Ekonominin en önemli balonlardan biri olan Lale Soğanını hatırlayın. Şu anda Lale soğanı hayatınızda ne kadar önemli? Ya da bir yerlerde karşılaştığınız lalenin, yıllar önce insan hayatının sonlanmasına sebep olabilecek bir bitki olduğunu hayal edebiliyor musunuz? Osmanlı Devleti çöküşünü yaşarken yetiştirdiği Lale soğanlarının, Avrupa’da tanınarak 1637 yılında Hollanda’da büyük bir krize yol açacağını ve aradan yıllar geçtikten sonra bile ekonomi kitaplarında ekonomideki en büyük çılgınlıklardan biri olarak yer bulacağını o dönemde kim bilebilirdi ki? Ya da 1997 yılındaki Asya Krizi. Bazı araştırmalar gösteriyor ki 2008 yılında Amerika’daki Emlak krizinin sebeplerinden biri 1997 yılındaki Asya Krizidir. Bu örnekler ekonomide yaşanmış olan Kelebek Teorisi ve Kaos Teorisinin örneklerinden sadece bazılarıdır. Para piyasalarında meydana gelen ufak bir olay ekonomide uzun ve derin krizlere yol açabilmektedir. Bunun en yakın örneklerinden birini görmek için çok fazla uzağa gitmeye de gerek yoktur. Şu anda da Çin’deki bir yarasa ABD’deki ekonomiyi sarsmaktadır.

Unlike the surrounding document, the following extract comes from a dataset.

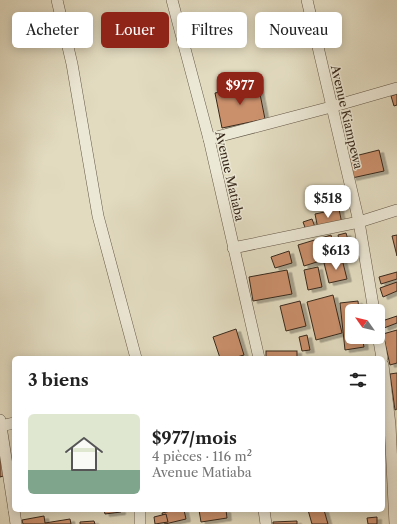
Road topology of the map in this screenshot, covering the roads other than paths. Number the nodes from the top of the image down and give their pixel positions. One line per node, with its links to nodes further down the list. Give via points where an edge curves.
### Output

2015 yılında Mehmet KAHYAOĞLU ve Süleyman İÇ tarafından 68 bireysel yatırımcının 2009-2011 dönemleri arasında gerçek alım-satım verilerini incelenmiş ve yatırımcıların işlem hacimlerinin korelasyonlarına bakılmıştır. Kahyaoğlu ve İç’e göre; günümüz teknolojisinin ulaştığı seviyede milyonlarca yatırımcı farklı dinamiklerle –gelir grupları, yaş grupları, kültürler ve meslekler- alım satım işlemi yapmaktadır. Bu alım-satım işlemlerinin bu kadar farklı dinamiklere sahip olması ve piyasanın sürekli değişen bir bilgi akışına maruz kalıyor olması piyasayı karmaşık bir yapı içerisine sokmaktadır. Piyasa karmaşık bir yapıya sahip olsa bile farklı güdülere sahip olan her bir yatırımcı piyasada farklı davranışlar sergilese bile yatırımcıların aldıkları pozisyonlar birbirlerinden etkilenmektedir. Yatırımcı pozisyonlarının belli bir süre sonra birbirlerinden etkileniyor olmaları ise piyasada en fazla hatalı kararlar verilebilecek fiyat köpüklerini veya fiyat çöküşlerini ortaya çıkarmaktadır. 1929 yılında Wall Street’in iflasının nedenlerinden biri 1920’li yıllarda yatırımcıların bireysel aldığı kararların birbirlerini etkilemesi olmuştur. 1920’li yılların sonunda hisse satın almak isteyen birçok kişi dolaşımda o kadar para bulunmamasına rağmen 8,5 milyar dolarlık borçlara sebep oldu. 24 Ekim 1929 tarihinde ise başlayacak kaosun etkileri tetiklendi ve yatırımcılar panik halinde taşıdıkları hisse senetlerini satmaya başladılar. Bu o kadar kuvvetli bir satış etkisine sebep oldu ki 24 Ekim haftasında piyasadaki değer kayıpları 30 milyar dolara ulaştı. Bu rakam ABD'nin Birinci Dünya Savaşında harcamış olduğu rakamdan daha yüksek bir rakamdı. Bu krizde de görüldüğü üzere bireysel pozisyonlarda meydana gelen değişiklikler zaman içerisinde genele yayılabiliyor ve hisse senedi fiyatlarının yeniden oluşmasına neden olup derin krizler ortaya çıkartabiliyor. Hisse senetleri piyasasında işlem yaparken, piyasadaki haber akışlarını ve fiyatlarda meydana gelen değişimi iyi okuyabilmek gerekmektedir. Çünkü iyi okuyabildiğiniz alt başlıklar sizlere karşılaştığınız hızlı fiyat hareketlerinin sadece anlık bir şey mi yoksa değişim için kelebeğin kanat çırpışı mı olduğunu gösterecektir.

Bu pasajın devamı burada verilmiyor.